In two earlier posts (here and here), I staked out a number of positions on foreign and defense policy that are not au courant in libertarian circles. Here are some possibly heterodox positions on other matters:
• Sure punishment for crime, administered swiftly and evenhandedly, fosters mutual trust in a socially fragmented society. The only necessary justification for capital punishment, therefore, is that it has broad support.
• Religious scruples aside, it's possible that many pro-life advocates see abortion as a step down the slippery slope toward legalized, involuntary euthanasia. And perhaps they're right.
• Religious scruples aside, it's possible that many opponents of gay marriage see it as step toward undermining the importance of the traditional nuclear family, which -- in spite of its many problems -- remains a cornerstone of societal stability. And perhaps the opponents are right, at least insofar as the proponents of gay marriage tend to demean heterosexual marriage. The issue would be far less salient if the state would go out of the marriage business and let society sort itself out.
• Opposing Bush because he's a "big spender" or "soft on civil liberties" or a "war-monger" or a "protectionist" makes no sense when his opponent is a bigger spender, a proponent of the regulatory state, a knee-jerk multilateralist, and a candidate of the labor-union party.
• Economists who advocate free-market capitalism because of its economic efficiency are often mistaken for libertarians. (Some of them are, some of them aren't, and some of them -- being too "rational" for such ethereal concerns -- don't care whether they are or aren't.) But libertarianism is more than a belief in the superiority of free-market capitalism over other economic systems.

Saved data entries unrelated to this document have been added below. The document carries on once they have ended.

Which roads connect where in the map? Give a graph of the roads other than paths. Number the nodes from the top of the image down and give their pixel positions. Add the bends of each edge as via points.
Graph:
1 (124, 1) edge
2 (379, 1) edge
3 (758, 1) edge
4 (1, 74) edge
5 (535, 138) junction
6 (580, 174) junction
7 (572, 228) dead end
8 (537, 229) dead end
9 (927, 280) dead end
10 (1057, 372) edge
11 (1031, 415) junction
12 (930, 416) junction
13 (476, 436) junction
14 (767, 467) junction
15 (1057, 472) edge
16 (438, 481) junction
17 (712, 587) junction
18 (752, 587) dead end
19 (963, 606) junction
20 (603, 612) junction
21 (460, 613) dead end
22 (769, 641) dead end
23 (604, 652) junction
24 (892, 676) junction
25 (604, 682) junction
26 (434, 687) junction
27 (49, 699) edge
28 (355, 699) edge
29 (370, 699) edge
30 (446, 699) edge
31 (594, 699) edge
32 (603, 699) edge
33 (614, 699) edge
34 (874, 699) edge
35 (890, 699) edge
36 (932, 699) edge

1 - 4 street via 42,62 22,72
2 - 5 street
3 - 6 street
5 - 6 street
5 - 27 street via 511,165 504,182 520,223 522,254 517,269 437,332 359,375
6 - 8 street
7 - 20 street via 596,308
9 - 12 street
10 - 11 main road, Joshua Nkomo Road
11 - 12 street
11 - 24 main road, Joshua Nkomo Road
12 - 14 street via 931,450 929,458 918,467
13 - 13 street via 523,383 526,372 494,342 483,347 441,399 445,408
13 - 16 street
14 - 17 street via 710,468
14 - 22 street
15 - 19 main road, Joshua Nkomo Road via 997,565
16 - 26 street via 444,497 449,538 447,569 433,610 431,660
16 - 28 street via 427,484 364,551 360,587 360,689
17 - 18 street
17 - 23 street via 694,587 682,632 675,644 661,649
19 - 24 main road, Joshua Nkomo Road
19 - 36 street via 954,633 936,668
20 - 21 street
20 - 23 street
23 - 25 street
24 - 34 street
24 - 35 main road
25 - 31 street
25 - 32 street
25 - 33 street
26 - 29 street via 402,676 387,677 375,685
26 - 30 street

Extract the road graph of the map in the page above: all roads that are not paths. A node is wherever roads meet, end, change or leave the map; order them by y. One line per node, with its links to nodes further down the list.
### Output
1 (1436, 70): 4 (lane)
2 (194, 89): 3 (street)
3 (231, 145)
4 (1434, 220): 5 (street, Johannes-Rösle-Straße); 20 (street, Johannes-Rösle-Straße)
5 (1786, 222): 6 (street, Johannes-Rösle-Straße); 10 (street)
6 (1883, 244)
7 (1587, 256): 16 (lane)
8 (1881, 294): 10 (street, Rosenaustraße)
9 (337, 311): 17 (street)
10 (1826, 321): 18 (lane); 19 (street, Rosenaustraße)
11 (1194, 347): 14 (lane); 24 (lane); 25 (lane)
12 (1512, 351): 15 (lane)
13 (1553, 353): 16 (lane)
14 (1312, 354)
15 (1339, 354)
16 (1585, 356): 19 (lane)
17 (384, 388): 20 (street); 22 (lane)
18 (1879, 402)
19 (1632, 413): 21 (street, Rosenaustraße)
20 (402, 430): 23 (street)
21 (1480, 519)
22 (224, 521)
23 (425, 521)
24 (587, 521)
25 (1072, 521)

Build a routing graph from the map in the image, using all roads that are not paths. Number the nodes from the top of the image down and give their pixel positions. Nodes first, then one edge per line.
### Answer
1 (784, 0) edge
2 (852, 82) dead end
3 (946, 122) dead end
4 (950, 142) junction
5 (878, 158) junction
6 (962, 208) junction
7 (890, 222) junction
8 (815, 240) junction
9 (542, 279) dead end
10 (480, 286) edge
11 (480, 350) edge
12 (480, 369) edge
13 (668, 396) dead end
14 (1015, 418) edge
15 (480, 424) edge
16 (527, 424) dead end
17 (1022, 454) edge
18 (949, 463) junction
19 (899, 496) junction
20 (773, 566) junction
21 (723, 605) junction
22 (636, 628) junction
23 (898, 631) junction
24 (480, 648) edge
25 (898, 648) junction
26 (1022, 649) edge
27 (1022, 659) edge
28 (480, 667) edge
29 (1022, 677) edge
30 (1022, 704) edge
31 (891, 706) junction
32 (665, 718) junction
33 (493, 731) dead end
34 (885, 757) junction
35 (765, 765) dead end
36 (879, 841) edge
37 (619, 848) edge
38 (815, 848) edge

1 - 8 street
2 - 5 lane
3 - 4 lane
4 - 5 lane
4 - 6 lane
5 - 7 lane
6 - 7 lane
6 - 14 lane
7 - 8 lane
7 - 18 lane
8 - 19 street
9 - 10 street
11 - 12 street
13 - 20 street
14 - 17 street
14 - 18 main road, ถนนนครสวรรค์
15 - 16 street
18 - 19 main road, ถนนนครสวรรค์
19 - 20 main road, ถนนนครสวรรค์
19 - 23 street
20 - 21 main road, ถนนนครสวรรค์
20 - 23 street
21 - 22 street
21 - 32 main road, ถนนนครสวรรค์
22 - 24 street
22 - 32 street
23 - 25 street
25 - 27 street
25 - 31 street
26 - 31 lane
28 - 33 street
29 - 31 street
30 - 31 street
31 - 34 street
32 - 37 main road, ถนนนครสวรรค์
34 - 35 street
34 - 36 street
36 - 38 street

It is a belief in political freedom, that is, freedom from the shackles of the state in matters intellectual, religious, social, and -- yes -- economic. Political freedom offers the best assurance of free markets and secure property rights, as long as the political system prevents encroachments on markets and property rights.
• Environmentalism is, in part, a defense of property rights. Environmentalism often goes beyond a defense of property rights into pure silliness (e.g., no species should ever die, no tree should ever be cut down). There is, however, a positive case to be made for certain forms of environmentalism. Libertarians should advance a positive version of environmentalism and tone down their negative rhetoric about environmental silliness.